- Born: 1968 (age 57–58)
- Education: University of California, Santa Cruz (B.A. in Biology, minor in Earth Sciences), University of California, Los Angeles (Ph.D. in Biology)
- Known for: Computational intelligence, machine learning in bioinformatics and computational biology
- Notable work: Applications in viral evolution, drug discovery, cancer research, RNA structure
- Awards: Fellow, Institute of Electrical and Electronics Engineers (2012); Fellow, Asia-Pacific Artificial Intelligence Association (2022); Outstanding Contribution to Aerospace Education Award, AIAA San Diego Section (2019, 2023); Meritorious Service Award, IEEE Computational Intelligence Society (2016)
- Scientific career
- Fields: Biology, computer science, artificial intelligence
- Institutions: Natural Selection, Inc., San Diego State University

= Gary B. Fogel =

American biologist and computer scientist

Gary Bryce Fogel (born 1968) is an American biologist and computer scientist. He is the Chief Executive Officer of Natural Selection, Inc. He is most known for his applications of computational intelligence and machine learning to bioinformatics, computational biology, and industrial optimization.

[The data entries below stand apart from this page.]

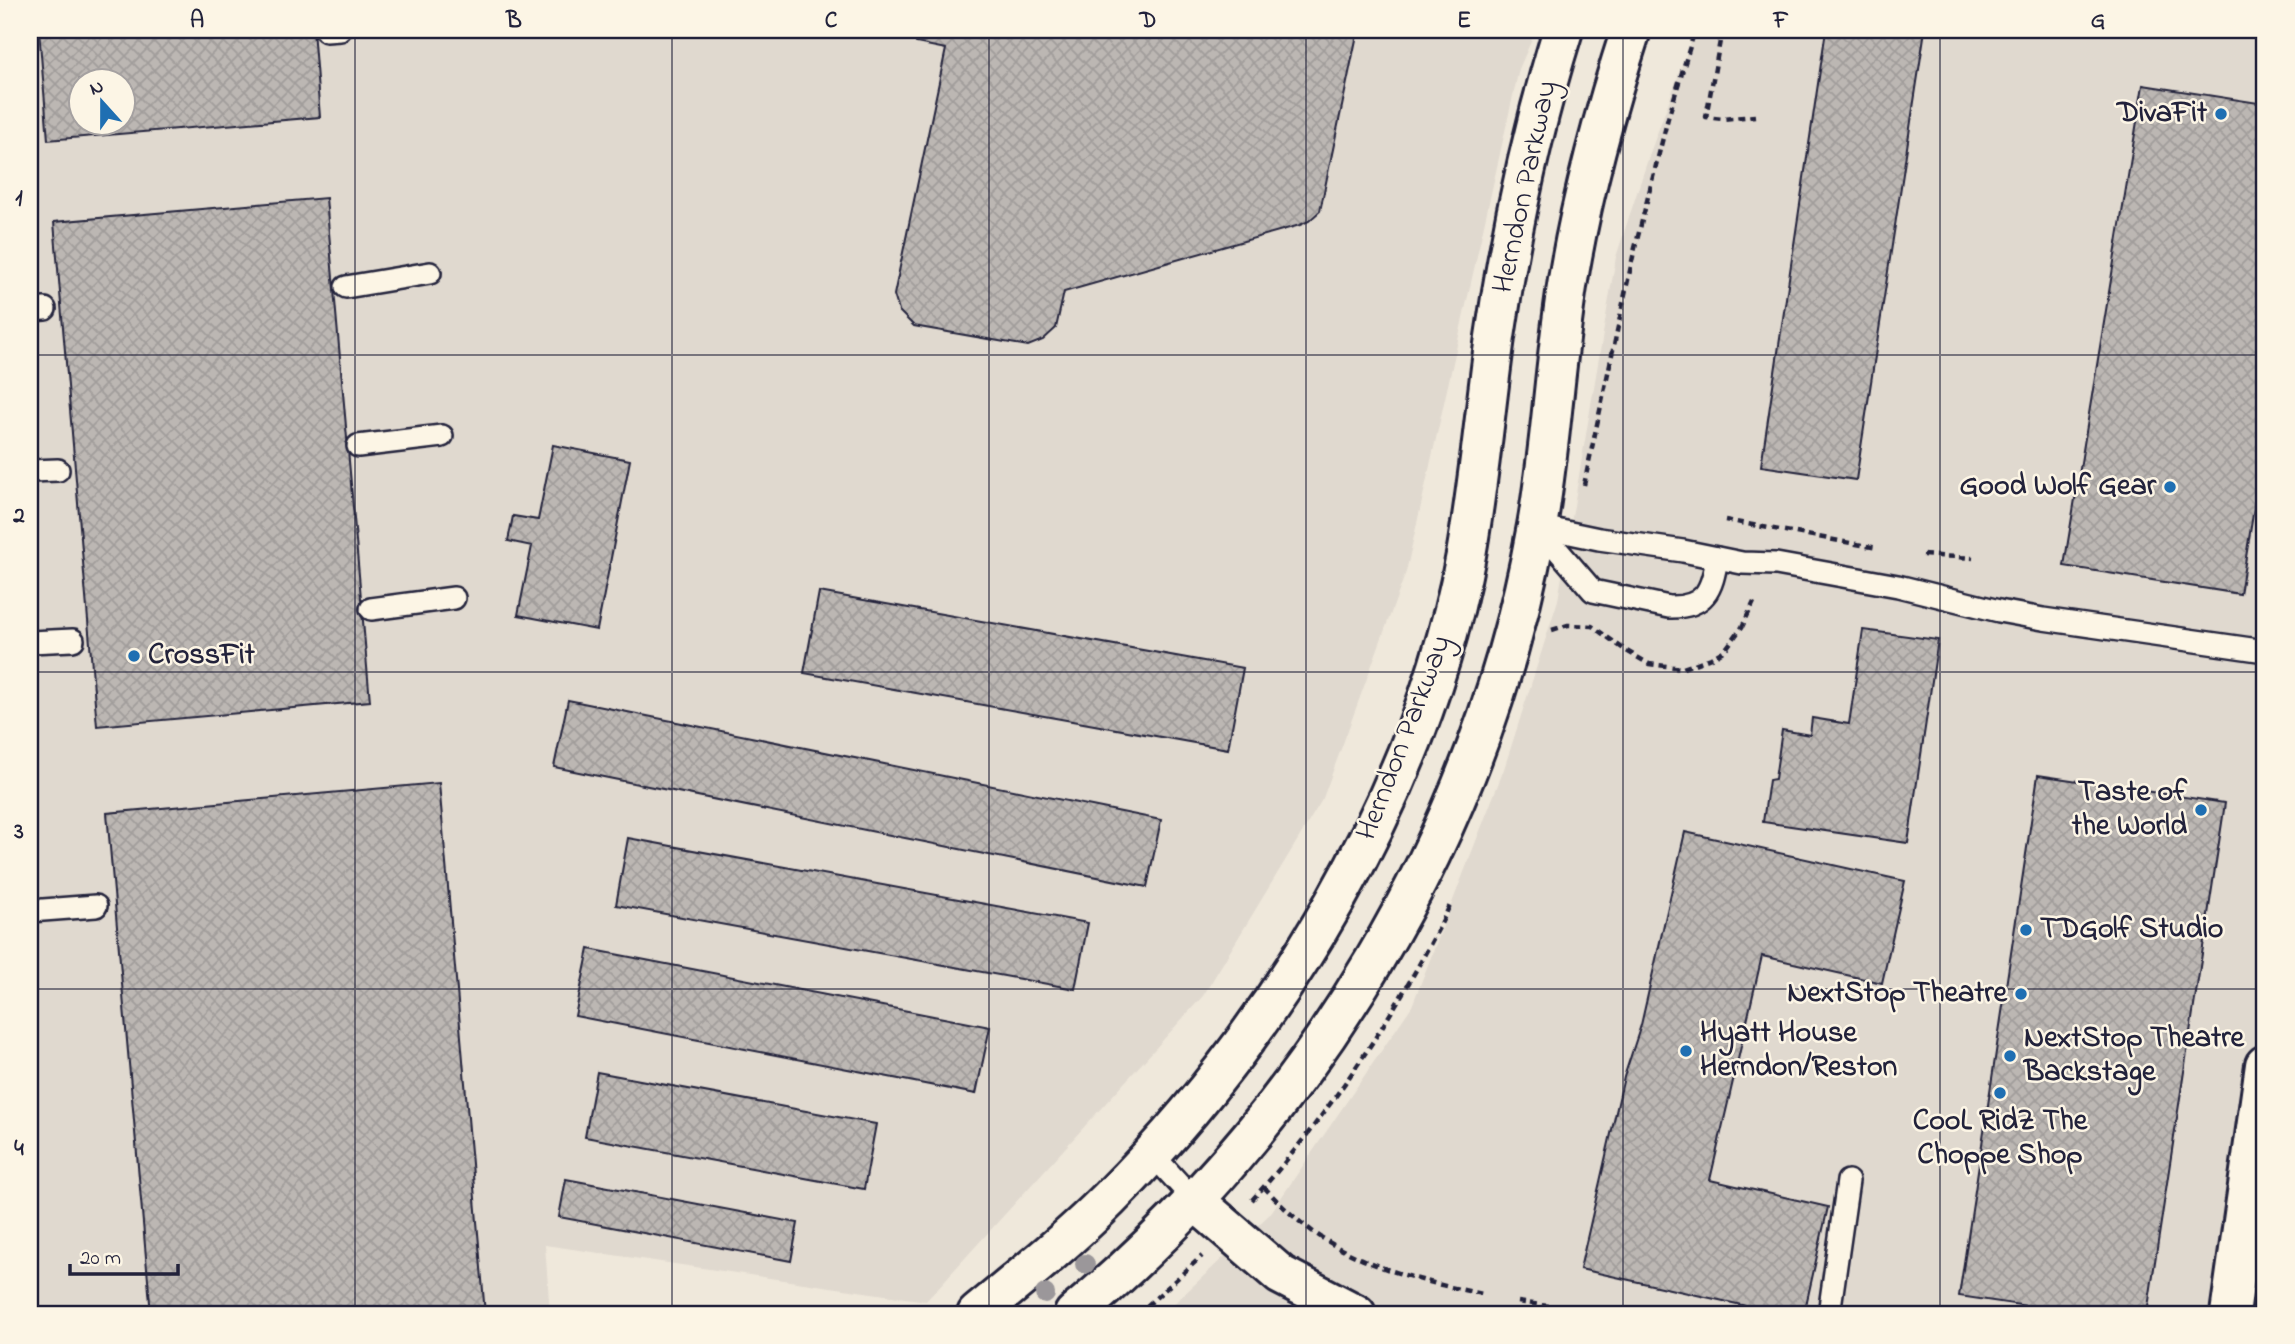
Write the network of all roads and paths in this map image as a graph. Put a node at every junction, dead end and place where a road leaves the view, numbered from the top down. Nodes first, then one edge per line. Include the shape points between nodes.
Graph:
1 (1563, 30) edge
2 (1631, 30) edge
3 (1695, 30) edge
4 (1722, 30) edge
5 (1755, 116) dead end
6 (430, 273) dead end
7 (346, 286) dead end
8 (442, 436) dead end
9 (358, 446) dead end
10 (58, 470) dead end
11 (30, 471) edge
12 (1583, 496) dead end
13 (1725, 520) dead end
14 (1537, 526) junction
15 (1878, 548) dead end
16 (1923, 555) dead end
17 (1717, 558) junction
18 (1973, 558) dead end
19 (454, 598) dead end
20 (1754, 602) dead end
21 (370, 609) dead end
22 (1548, 631) dead end
23 (74, 639) dead end
24 (30, 642) edge
25 (2265, 651) edge
26 (96, 906) dead end
27 (30, 911) edge
28 (2265, 1065) edge
29 (1152, 1154) junction
30 (1282, 1167) dead end
31 (1848, 1181) dead end
32 (1195, 1201) junction
33 (1198, 1260) dead end
34 (1483, 1294) dead end
35 (1518, 1302) dead end
36 (977, 1314) edge
37 (1074, 1314) edge
38 (1138, 1314) edge
39 (1356, 1314) edge
40 (1608, 1314) edge
41 (1829, 1314) edge
42 (2230, 1314) edge

1 - 29 main road, Herndon Parkway via 1531,146 1506,272 1466,556 1427,695 1364,847 1311,941 1234,1056
2 - 14 main road, Herndon Parkway via 1570,267
3 - 12 path via 1634,252
4 - 5 path via 1706,117
6 - 7 lane
8 - 9 lane
10 - 11 lane
13 - 15 path
14 - 17 lane
14 - 17 lane via 1593,591 1669,607 1681,608 1701,599 1713,581
14 - 32 main road, Herndon Parkway via 1520,604 1485,719 1451,810 1415,886 1312,1058
16 - 18 path
17 - 25 lane via 1898,586 2043,619
19 - 21 lane
20 - 22 path via 1725,650 1683,668 1649,664 1592,626 1567,625
23 - 24 lane
26 - 27 lane
28 - 42 main road
29 - 32 lane
29 - 36 main road, Herndon Parkway via 1080,1226
30 - 34 path via 1264,1188 1312,1231 1373,1264 1422,1281
31 - 41 lane
32 - 37 main road, Herndon Parkway
32 - 39 main road via 1281,1275
33 - 38 path
35 - 40 path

==Education and Research==

Fogel was born and raised in La Jolla, California, graduating from La Jolla High School. He received a B.A. in biology with a minor in earth sciences from the University of California, Santa Cruz in 1991 and a Ph.D. in biology from the University of California, Los Angeles in 1998. Fogel has published over 150 peer-reviewed publications in conferences and journals, 2 edited books, and 11 patents. As CEO of Natural Selection, Inc., his research focuses on the application of computational intelligence, machine learning, and predictive analytics in areas not limited to: Viral evolution, cellular differentiation, drug discovery, RNA structure, cis-regulatory elements, cancer, and evolutionary game theory as well as the development of evolutionary algorithms and other approaches.

==Service==

Between 2008–2018 Gary Fogel was editor-in-chief of the Elsevier journal BioSystems. He has served previously as an associate editor for IEEE Transactions on Artificial Intelligence, IEEE Computational Intelligence Magazine (2005–2010), IEEE Transactions on Evolutionary Computation (2001–2013), IEEE Transactions on Emerging Topics in Computational Intelligence (2016–2018), IEEE/ACM Transactions on Computational Biology and Bioinformatics (2004–2008), International Journal of Bioinformatics Research and Applications (2004–2007), International Journal of Data Mining and Bioinformatics (2005–2007), as a consulting editor for the Journal of Computational Intelligence in Bioinformatics (2006–2007), and as an editorial board member of Ecological Informatics (2005–2009) and BMC Big Data Analytics (2015–2020).

Within the IEEE Computational Intelligence Society, Fogel founded the Bioinformatics and Bioengineering Technical Committee and established the IEEE Computational Intelligence in Bioinformatics and Computational Biology conference series, chairing the first two meetings in 2004 and 2005 in San Diego. He co-founded the IEEE Conference on Artificial Intelligence in 2023. Fogel served on the IEEE Computational Intelligence Society Administrative Committee (2004–2009, 2014–2022) and served as IEEE CIS Vice President of Conferences (2010–2013, 2019).

==Teaching==

Gary Fogel also serves as adjunct faculty at San Diego State University in the department of aerospace engineering as well as in the Computational Science Research Center. He has authored four books and numerous articles on the history of early aviation focusing on motorless flight. He is an associate fellow of the American Institute of Aeronautics and Astronautics and serves on the AIAA History Committee.

==Awards==
- 2023 – Outstanding Contribution to Aerospace Education Award, AIAA San Diego Section
- 2022 – Elected Fellow of the Asia-Pacific Artificial Intelligence Association
- 2019 – Top 100 AI Leaders in Drug Discovery and Advanced Healthcare by Deep Knowledge Analytics
- 2019 – Outstanding Contribution to Aerospace Education Award, AIAA San Diego Section
- 2016 – Meritorious Service Award, IEEE Computational Intelligence Society
- 2016 – Outstanding Contribution to the Community Award, AIAA San Diego Section
- 2015 – Outstanding Enhancement of the Image of the Aerospace Profession Award, AIAA San Diego Section
- 2012 – Medal for Significant Achievement, San Diego Chapter of Sigma Xi
- 2012 – Fellow of the Institute of Electrical and Electronics Engineers for contributions to computational intelligence and its application to biology, chemistry, and medicine.

==Aeromodeling==
Gary Fogel has established national and world records for model aircraft. He helped establish the National Model Aviation Heritage program for the Academy of Model Aeronautics. He is a leader member, contest director, and fellow of the Academy of Model Aeronautics, and was inducted into the Academy of Model Aeronautics Hall of Fame in 2025.